USAID VISITS SUCAFINA OPERATIONS IN BURUNDI, MEETS RAMA WOMEN’S GROUP

GENEVA, SWITZERLAND, September 19, 2018 – A delegation of the United States Agency for International Development (USAID) conducted a site visit to Sucafina’s operations in Burundi, on the 5th and 6th of September, as part of the Burundi Coffee Alliance (BCA) project monitoring – funded by USAID and implemented by the Kahawatu Foundation, Sucafina’s Sustainability Implementer.

During the tour, USAID representatives, who were accompanied by the Kahawatu and Sucafina teams, stopped to meet with the members of Rama Dufatanemunda Association, a group of female coffee producers supported by the Kahawatu Foundation. 

The women were happy to announce that they had sold their first-ever crop of coffee and were able to generate income from it.

They provided the Mubuga Washing Station, owned by Bugestal – Sucafina’s subsidiary in Burundi, with all the coffee cherries they had harvested this year to be processed as natural coffee.  

“We are very thankful to Kahawatu for the support. As a result of the training sessions, women are now financially independent.  At family and individual farms, we are applying knowledge of Good Agricultural Practices, which have seen the production of coffee increase from 0.7/kg per tree to an average of 2kg/tree. Our living conditions have improved and we are better now than before Kahawatu’s intervention,” says Nizigiyimana Françoise, Rama President. 

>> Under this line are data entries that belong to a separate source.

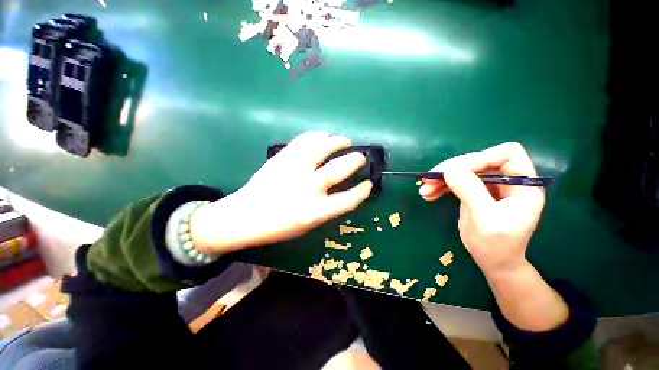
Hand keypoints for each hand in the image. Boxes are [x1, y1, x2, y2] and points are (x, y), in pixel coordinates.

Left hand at [191, 131, 372, 254]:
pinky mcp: (282, 158)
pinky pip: (304, 141)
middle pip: (339, 169)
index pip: (348, 200)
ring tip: (344, 141)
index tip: (368, 184)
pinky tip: (323, 136)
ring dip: (338, 142)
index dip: (362, 191)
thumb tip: (341, 191)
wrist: (244, 216)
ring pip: (322, 147)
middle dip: (355, 160)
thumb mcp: (307, 226)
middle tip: (361, 157)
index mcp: (315, 212)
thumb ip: (326, 209)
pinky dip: (317, 136)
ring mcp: (294, 169)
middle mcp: (308, 188)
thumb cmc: (278, 226)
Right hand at [419, 142, 544, 276]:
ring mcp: (489, 186)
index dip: (480, 158)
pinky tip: (428, 194)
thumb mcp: (485, 219)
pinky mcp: (474, 192)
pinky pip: (455, 182)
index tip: (454, 172)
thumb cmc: (497, 245)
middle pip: (478, 161)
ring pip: (463, 171)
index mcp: (523, 184)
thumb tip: (449, 170)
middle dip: (451, 169)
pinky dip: (440, 186)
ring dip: (441, 179)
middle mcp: (507, 180)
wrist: (493, 262)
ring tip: (424, 190)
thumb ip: (470, 191)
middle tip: (428, 180)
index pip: (506, 154)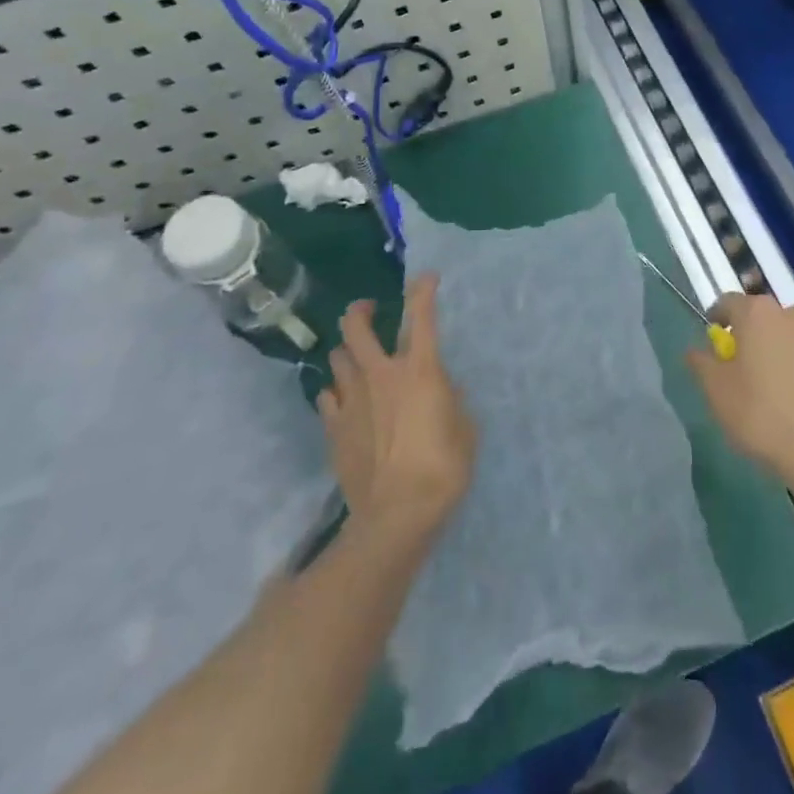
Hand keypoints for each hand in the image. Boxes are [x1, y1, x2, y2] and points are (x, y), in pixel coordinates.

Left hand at [319, 274, 476, 542]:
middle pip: (355, 327)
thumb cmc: (442, 467)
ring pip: (337, 358)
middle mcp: (381, 374)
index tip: (427, 278)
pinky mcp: (333, 428)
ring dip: (348, 353)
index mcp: (420, 369)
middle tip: (369, 310)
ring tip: (358, 360)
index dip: (423, 290)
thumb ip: (453, 402)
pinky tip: (345, 400)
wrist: (396, 515)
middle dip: (360, 310)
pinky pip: (327, 396)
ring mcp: (352, 400)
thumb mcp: (465, 430)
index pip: (421, 315)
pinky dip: (336, 391)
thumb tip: (446, 391)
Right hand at [686, 293, 793, 491]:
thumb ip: (701, 363)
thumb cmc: (760, 414)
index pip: (728, 302)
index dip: (716, 319)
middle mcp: (793, 316)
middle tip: (740, 365)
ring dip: (780, 351)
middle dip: (751, 335)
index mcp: (759, 314)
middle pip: (764, 317)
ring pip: (792, 337)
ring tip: (771, 385)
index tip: (712, 342)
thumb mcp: (716, 390)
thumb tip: (696, 350)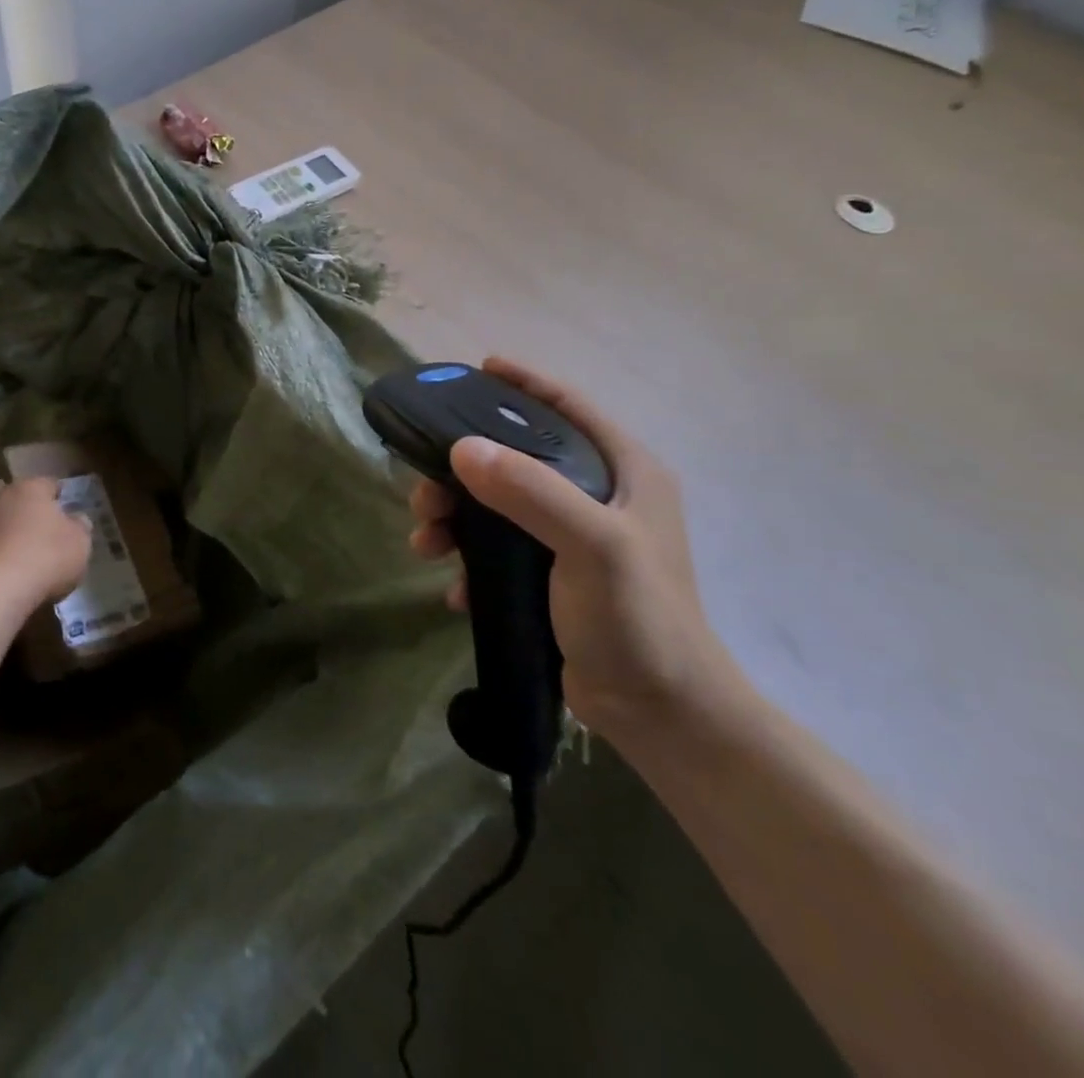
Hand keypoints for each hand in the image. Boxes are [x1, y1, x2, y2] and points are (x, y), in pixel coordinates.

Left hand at [0, 479, 92, 609]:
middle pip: (9, 491)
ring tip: (15, 544)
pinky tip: (2, 562)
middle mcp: (1, 497)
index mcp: (31, 488)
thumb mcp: (80, 543)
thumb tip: (77, 518)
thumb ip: (80, 526)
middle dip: (19, 501)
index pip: (48, 482)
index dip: (58, 494)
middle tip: (32, 519)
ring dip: (1, 524)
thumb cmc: (47, 557)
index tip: (64, 505)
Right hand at [408, 357, 738, 744]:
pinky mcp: (553, 575)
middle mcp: (600, 495)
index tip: (476, 369)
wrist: (659, 714)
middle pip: (518, 457)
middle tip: (424, 489)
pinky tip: (454, 587)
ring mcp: (575, 537)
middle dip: (464, 469)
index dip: (523, 383)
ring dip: (455, 518)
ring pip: (498, 504)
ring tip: (425, 543)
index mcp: (624, 471)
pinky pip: (497, 548)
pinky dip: (470, 560)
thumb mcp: (591, 545)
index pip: (568, 406)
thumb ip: (530, 490)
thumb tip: (461, 449)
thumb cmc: (637, 618)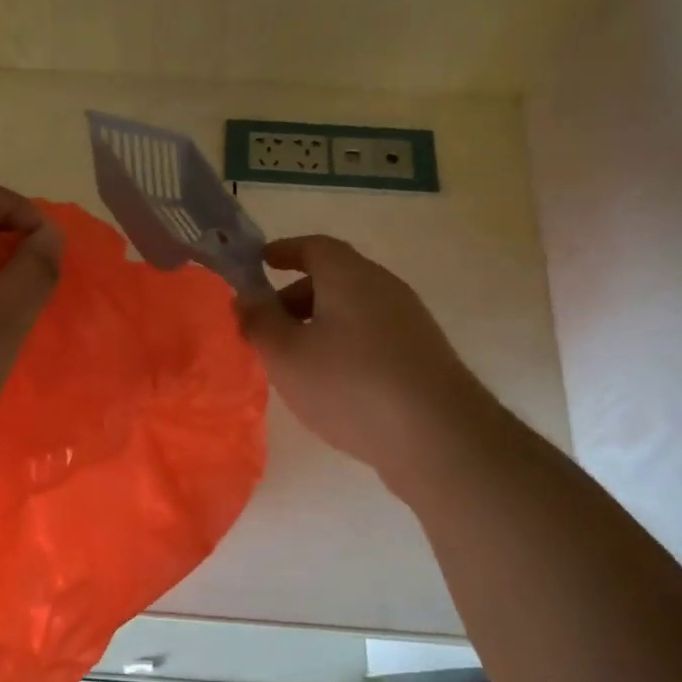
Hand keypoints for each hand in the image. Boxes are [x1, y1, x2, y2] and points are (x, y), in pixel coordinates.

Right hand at [237, 236, 485, 490]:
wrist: (437, 435)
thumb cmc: (349, 385)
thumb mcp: (286, 355)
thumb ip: (258, 322)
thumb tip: (245, 298)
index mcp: (349, 275)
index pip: (313, 246)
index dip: (283, 251)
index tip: (259, 263)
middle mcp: (383, 287)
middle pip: (333, 278)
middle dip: (295, 296)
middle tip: (267, 328)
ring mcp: (408, 320)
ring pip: (353, 309)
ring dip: (319, 325)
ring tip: (294, 361)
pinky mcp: (421, 354)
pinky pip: (371, 335)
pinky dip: (343, 344)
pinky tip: (332, 383)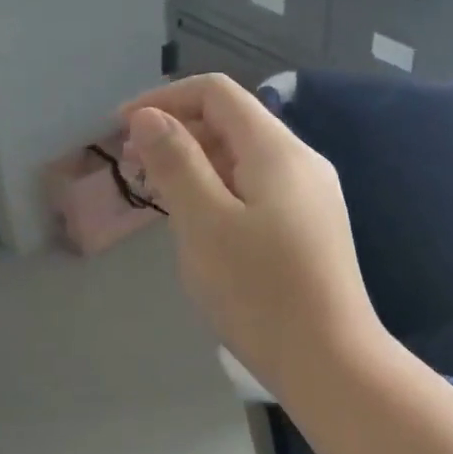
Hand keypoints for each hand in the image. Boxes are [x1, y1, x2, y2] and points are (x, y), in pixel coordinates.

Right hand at [123, 75, 387, 395]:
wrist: (331, 359)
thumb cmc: (260, 291)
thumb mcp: (205, 223)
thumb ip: (177, 162)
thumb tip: (150, 116)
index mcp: (278, 150)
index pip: (218, 93)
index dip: (165, 99)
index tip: (122, 130)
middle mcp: (303, 162)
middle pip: (234, 123)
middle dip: (180, 134)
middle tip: (135, 170)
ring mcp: (314, 196)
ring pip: (247, 160)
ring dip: (200, 166)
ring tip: (161, 197)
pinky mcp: (314, 228)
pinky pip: (262, 190)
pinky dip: (225, 192)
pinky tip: (203, 224)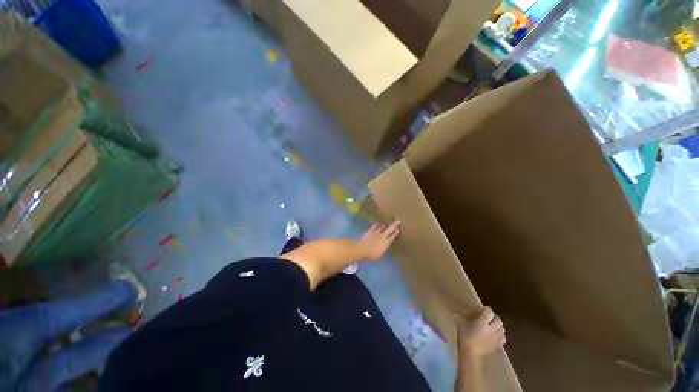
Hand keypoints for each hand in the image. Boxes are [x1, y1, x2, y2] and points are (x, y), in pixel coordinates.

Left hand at [359, 220, 399, 260]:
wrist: (363, 249)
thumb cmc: (372, 255)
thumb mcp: (380, 254)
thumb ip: (383, 248)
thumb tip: (384, 246)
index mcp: (386, 243)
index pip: (392, 237)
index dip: (395, 233)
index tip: (398, 229)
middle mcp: (382, 237)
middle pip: (389, 230)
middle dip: (394, 225)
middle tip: (398, 220)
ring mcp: (376, 233)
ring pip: (381, 228)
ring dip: (383, 227)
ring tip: (384, 225)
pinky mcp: (370, 231)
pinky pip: (373, 227)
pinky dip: (375, 225)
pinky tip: (376, 224)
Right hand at [457, 307, 505, 357]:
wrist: (471, 353)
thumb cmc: (465, 337)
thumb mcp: (461, 324)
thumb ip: (459, 317)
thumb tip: (454, 313)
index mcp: (483, 321)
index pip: (489, 312)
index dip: (487, 309)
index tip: (483, 309)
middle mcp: (491, 328)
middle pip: (498, 320)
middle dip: (494, 318)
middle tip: (489, 318)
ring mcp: (496, 337)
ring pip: (502, 329)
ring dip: (498, 326)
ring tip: (493, 326)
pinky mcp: (498, 345)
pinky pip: (503, 338)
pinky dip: (501, 335)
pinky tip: (496, 336)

Rama Dufatanemunda Association was established with the help of the Kahawatu Foundation. Today, it has more than 130 members. Since women in Burundi are not entitled to own land, Kahawatu took it upon itself to support the Association and lobbied for it to obtain the Provincial authorization to borrow a piece of land to grow coffee. Kahawatu also enabled the women of Rama to diversify food production and sources of income.